What you have to do. Look through the entries below, please, and copy every line with the word "road".

Stored data entries.
☆ ☆ ☆ ☆ ☆

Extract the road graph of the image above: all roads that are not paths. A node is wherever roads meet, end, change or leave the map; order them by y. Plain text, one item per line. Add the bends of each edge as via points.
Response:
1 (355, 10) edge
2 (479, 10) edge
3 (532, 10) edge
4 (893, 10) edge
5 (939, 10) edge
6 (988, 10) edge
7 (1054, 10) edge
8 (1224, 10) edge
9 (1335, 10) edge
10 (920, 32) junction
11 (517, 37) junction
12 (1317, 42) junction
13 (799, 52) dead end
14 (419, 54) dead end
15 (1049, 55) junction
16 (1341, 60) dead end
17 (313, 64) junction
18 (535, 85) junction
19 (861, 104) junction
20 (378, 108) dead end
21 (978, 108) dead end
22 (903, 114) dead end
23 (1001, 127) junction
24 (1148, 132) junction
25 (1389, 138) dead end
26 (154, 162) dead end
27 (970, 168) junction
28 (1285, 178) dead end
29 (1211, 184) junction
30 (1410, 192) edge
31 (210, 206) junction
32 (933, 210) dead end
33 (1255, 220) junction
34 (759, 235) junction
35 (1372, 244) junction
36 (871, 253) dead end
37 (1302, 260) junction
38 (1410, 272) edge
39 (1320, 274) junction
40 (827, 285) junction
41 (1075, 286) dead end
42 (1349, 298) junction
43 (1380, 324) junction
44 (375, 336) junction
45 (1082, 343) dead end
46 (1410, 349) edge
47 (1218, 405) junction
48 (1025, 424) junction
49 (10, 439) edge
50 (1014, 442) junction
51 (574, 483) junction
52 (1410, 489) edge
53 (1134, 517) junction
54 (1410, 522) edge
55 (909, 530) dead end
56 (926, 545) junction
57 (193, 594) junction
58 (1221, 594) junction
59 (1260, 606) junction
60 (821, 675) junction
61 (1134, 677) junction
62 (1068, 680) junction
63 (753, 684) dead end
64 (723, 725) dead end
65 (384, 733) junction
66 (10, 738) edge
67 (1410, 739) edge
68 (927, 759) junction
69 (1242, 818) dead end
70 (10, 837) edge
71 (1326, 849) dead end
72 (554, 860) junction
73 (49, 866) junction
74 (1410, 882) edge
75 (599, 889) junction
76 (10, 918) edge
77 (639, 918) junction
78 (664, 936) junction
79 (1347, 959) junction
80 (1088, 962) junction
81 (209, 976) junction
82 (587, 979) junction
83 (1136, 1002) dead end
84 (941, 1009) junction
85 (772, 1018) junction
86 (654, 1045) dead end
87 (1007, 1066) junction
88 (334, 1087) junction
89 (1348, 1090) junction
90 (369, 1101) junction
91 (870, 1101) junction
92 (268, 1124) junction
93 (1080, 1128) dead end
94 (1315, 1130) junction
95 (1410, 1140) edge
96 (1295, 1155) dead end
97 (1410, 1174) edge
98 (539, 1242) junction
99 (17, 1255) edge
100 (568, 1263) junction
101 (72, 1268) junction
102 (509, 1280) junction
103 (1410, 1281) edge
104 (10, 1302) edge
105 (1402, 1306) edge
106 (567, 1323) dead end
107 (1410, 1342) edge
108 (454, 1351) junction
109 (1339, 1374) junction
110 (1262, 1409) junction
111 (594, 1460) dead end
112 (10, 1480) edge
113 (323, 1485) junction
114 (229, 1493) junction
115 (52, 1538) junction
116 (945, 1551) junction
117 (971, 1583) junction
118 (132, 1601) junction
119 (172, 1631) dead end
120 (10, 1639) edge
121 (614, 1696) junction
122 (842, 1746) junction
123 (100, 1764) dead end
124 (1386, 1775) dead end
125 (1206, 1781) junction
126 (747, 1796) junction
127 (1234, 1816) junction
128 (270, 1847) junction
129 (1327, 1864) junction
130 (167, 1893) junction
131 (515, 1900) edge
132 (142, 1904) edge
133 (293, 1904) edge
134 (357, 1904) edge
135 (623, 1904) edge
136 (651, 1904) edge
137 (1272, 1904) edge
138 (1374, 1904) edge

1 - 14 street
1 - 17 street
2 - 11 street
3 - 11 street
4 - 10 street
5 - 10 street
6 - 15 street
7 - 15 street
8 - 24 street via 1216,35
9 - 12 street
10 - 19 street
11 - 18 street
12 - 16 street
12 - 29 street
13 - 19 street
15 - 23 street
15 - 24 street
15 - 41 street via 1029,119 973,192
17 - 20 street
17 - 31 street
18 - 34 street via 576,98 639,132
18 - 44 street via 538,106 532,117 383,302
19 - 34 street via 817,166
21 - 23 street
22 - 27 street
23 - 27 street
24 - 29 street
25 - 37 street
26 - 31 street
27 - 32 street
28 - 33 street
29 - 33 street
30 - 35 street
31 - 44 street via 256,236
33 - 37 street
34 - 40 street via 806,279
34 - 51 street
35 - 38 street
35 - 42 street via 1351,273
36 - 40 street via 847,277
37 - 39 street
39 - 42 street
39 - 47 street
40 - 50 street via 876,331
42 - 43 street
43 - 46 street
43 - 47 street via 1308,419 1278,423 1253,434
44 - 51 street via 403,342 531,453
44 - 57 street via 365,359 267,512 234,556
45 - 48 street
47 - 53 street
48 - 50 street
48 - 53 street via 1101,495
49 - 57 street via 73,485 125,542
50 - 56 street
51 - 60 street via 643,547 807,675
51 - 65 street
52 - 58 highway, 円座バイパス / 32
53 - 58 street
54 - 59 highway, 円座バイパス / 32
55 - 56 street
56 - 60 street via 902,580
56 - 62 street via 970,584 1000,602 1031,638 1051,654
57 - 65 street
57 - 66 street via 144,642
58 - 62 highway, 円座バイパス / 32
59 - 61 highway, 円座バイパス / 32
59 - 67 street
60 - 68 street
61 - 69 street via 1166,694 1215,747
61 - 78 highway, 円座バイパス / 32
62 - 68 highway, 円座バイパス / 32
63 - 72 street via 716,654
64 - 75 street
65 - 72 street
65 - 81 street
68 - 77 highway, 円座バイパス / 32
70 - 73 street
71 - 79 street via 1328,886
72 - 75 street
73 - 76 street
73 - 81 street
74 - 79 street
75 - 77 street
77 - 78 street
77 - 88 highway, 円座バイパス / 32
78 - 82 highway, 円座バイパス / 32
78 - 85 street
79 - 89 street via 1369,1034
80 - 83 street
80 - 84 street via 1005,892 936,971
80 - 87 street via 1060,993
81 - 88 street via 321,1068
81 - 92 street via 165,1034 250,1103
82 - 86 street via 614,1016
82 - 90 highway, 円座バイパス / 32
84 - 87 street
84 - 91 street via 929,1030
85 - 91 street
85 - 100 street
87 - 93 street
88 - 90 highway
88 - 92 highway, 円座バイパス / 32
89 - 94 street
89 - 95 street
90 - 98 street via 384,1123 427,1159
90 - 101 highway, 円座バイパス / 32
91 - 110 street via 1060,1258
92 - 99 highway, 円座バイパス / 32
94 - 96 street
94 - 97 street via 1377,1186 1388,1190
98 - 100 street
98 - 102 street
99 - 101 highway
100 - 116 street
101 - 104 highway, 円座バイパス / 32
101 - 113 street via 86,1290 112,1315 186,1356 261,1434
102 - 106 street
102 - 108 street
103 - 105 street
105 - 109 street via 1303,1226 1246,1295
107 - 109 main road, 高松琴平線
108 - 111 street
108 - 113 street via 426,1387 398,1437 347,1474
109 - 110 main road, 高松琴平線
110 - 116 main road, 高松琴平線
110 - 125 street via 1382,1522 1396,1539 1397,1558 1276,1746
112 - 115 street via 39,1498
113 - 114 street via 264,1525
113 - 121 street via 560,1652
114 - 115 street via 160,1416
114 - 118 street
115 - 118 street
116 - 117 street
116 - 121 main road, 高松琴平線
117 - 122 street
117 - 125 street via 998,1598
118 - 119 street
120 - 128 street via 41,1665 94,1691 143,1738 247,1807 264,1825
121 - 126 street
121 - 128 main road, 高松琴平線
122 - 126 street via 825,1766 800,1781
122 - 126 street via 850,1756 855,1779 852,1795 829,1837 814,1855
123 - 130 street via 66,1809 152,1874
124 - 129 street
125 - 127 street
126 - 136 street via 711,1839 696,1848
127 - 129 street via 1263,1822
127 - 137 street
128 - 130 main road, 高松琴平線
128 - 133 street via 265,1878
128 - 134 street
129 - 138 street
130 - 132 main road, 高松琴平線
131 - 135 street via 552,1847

☆ ☆ ☆ ☆ ☆

Solution to the problem.
Extract the road graph of the image above: all roads that are not paths. A node is wherever roads meet, end, change or leave the map; order them by y. Plain text, one item per line. Add the bends of each edge as via points.
107 - 109 main road, 高松琴平線
109 - 110 main road, 高松琴平線
110 - 116 main road, 高松琴平線
116 - 121 main road, 高松琴平線
121 - 128 main road, 高松琴平線
128 - 130 main road, 高松琴平線
130 - 132 main road, 高松琴平線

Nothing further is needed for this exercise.